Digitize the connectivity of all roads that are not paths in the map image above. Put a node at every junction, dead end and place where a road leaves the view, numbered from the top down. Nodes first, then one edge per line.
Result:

○ ○ ○ ○ ○

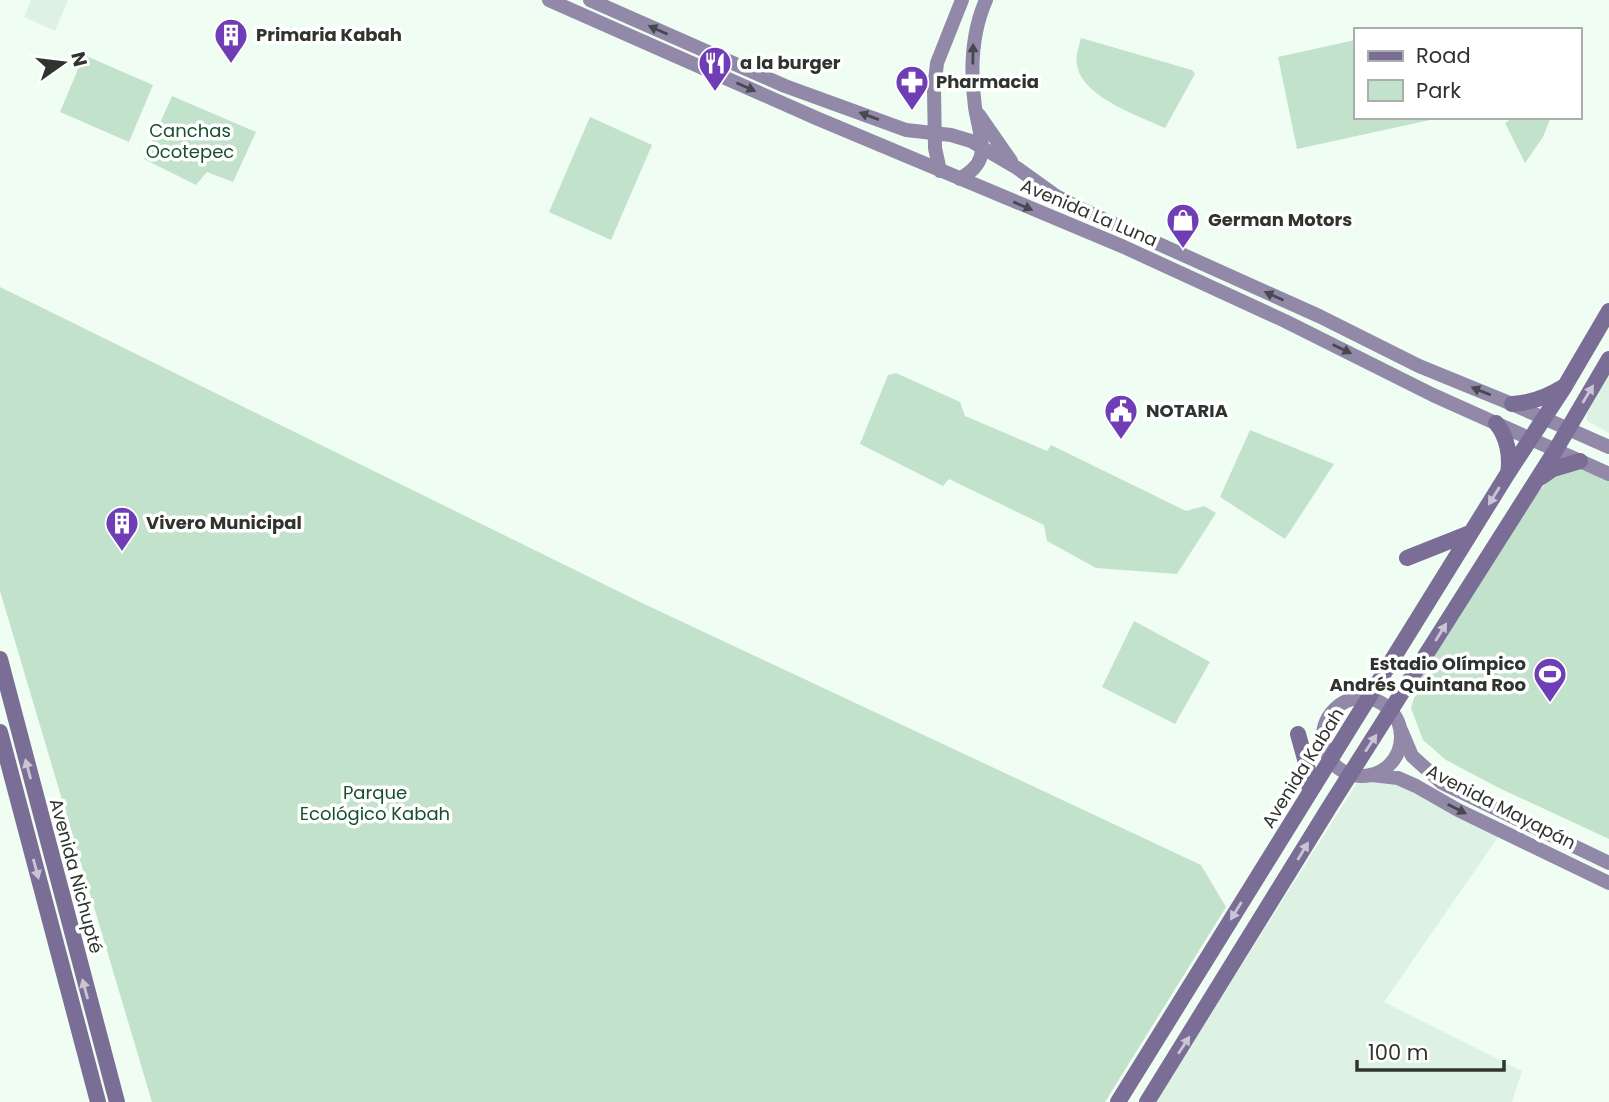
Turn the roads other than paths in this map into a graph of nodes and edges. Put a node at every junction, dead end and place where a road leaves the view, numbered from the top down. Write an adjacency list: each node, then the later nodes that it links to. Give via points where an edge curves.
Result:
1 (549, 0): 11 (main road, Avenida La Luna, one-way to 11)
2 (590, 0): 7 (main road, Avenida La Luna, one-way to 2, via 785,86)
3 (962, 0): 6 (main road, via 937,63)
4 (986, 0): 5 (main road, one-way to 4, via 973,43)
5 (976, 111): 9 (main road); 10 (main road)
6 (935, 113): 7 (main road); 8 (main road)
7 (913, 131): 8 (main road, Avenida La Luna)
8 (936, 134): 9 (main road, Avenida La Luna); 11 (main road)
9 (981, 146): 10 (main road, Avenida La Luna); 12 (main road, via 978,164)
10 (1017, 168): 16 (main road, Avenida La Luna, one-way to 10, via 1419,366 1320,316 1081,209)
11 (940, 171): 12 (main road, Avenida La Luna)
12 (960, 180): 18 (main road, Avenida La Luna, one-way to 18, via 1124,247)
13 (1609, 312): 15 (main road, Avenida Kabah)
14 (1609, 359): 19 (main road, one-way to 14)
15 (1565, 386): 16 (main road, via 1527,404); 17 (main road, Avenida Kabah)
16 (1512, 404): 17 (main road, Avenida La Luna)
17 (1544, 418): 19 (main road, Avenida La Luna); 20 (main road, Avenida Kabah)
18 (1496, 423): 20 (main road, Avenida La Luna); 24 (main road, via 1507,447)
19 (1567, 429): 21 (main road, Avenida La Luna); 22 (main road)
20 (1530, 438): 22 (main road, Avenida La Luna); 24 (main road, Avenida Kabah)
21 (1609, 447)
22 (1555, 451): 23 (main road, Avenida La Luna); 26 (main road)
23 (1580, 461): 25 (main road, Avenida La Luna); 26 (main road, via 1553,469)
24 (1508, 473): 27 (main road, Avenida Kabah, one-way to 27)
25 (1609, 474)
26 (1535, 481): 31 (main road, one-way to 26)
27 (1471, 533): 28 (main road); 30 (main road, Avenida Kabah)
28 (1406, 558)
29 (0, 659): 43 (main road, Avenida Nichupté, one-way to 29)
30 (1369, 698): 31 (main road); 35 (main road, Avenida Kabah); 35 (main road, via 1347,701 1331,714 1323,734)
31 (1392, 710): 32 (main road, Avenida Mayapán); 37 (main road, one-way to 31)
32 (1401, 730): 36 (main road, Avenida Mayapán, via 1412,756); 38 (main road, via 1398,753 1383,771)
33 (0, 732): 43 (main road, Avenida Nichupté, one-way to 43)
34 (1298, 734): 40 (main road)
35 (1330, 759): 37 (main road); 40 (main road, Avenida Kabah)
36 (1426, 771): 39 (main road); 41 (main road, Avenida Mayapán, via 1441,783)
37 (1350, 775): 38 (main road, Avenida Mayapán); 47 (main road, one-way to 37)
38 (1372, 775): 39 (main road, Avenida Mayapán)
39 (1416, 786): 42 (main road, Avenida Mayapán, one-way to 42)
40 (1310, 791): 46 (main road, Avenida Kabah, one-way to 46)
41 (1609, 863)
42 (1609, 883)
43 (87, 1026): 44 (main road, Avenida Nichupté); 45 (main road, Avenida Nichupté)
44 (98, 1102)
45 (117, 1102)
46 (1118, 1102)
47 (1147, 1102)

○ ○ ○ ○ ○

| Exercise instructions |
Go through the listing above and list every line that has the word "junction".

| Answer to this task |
Digitize the connectivity of all roads that are not paths in the map image above. Put a node at every junction, dead end and place where a road leaves the view, numbered from the top down. Nodes first, then one edge per line.
Turn the roads other than paths in this map into a graph of nodes and edges. Put a node at every junction, dead end and place where a road leaves the view, numbered from the top down. Write an adjacency list: each node, then the later nodes that it links to. Give via points where an edge curves.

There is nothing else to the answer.